How to speak Minnesotan.....

Published

The Minneapolis Star Tribune had a whole section about Minnesotan's and their personalities/quirks last Sun. In the interest of helping new and prospective Minnesotans adapt to life in Minnesota. I thought I would post extracts and links.

Very funny read. :welcome: :lol2:

In general, you can't go wrong with overgeneralizing

Often, thanks to our electoral-college history, these folks have the impression that Minnesota is a Democratic stronghold, as if we didn't have a badly coiffed right-wing governor and as if McKinley didn't shellac Bryan here back in '96. Of course, that was 1896, but even in more recent times, we've been known to break ranks for an upstanding Republican presidential candidate. That's why we went for Nixon in '72. It was Nixon who perhaps most eloquently summarized the Minnesota ethos with the following aphorism of wise complacency: "Don't try to take on a new personality; it doesn't work."

Being nasty, but nicely

I've always thought that the ultimate passive-aggressive move for people who grew up in Minnesota is to act like they don't know what passive aggression is.

"Me? I am not. Whatever that is. Gee, you look tired." It's a natural outgrowth of the nonexpressive communication style of Scandinavian, German and British cultures. All those built-up toxins have to be released somehow.

Sarcasm is lost on us

Is this essay funny enough for ya? A primer on irony deficiency.

Imagine if Basil Fawlty, proprietor of the infamous hotel in the "Fawlty Towers" British sitcom, established a branch in Minnesota.

Now imagine him upbraiding some simpleton guest by barking "Thank you so VERY BLOODY much."

Most Minnesotans would reply, "Heck, you're welcome." We don't get irony, nor its cousins: sarcasm, overstatement and understatement. Minnesota, it seems, has a dominant "literal gene" that renders much of the population incapable of "getting" a joke told with tongue firmly in cheek.
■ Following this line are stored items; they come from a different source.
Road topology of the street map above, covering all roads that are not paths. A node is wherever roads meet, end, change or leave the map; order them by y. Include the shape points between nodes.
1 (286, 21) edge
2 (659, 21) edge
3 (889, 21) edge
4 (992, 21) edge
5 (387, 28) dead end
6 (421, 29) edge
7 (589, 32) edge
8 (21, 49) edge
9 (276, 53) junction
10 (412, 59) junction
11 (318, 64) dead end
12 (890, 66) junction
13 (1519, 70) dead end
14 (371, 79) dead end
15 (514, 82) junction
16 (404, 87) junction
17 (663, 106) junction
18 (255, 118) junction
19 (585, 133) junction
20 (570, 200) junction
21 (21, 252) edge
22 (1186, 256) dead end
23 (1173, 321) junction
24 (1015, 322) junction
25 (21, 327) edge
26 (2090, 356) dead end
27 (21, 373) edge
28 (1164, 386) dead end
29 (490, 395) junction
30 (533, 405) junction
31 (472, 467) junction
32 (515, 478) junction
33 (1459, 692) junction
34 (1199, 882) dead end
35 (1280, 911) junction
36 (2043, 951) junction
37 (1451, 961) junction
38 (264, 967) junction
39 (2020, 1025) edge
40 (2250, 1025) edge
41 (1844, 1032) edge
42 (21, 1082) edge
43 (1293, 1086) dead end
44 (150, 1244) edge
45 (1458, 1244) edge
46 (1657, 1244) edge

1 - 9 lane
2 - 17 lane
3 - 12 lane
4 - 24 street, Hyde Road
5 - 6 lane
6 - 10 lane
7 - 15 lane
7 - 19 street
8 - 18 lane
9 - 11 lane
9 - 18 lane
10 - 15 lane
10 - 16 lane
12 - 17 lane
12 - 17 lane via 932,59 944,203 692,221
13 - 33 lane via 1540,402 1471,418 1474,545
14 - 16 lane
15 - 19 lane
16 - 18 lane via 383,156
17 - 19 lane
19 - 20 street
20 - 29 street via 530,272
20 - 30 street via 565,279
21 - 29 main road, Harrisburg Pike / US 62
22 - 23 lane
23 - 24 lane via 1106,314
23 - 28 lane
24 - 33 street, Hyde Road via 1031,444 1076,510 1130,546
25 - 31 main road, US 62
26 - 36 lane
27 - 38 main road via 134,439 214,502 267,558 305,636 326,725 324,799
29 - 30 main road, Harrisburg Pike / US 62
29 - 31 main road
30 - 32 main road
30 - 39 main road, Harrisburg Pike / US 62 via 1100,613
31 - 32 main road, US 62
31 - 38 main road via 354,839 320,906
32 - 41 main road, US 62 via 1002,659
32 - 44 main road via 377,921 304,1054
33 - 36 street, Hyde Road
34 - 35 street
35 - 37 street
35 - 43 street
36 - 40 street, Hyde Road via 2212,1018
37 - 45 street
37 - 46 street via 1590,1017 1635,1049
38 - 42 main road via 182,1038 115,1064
Traffic habits here can drive you crazy. This is a fine place to commute, as long as you don't get any funny ideas about changing lanes.

Driving in Minnesota is, as the natives say, different. It's not like California, where drivers constantly change lanes like flustered diners who can't decide between pasta Angelina or ribeye steak. Here, we give you one lane, and you'd better like it, because that's where you're staying.

I thought I'd check out my home state and found your post. Too funny! About that whole driving thing, though, it's waaay worse down here in NC. Everybody thinks they're race car drivers, esp during race week. I never noticed the merging thing, do you? Anyway, just missing MN, but not the weather so much.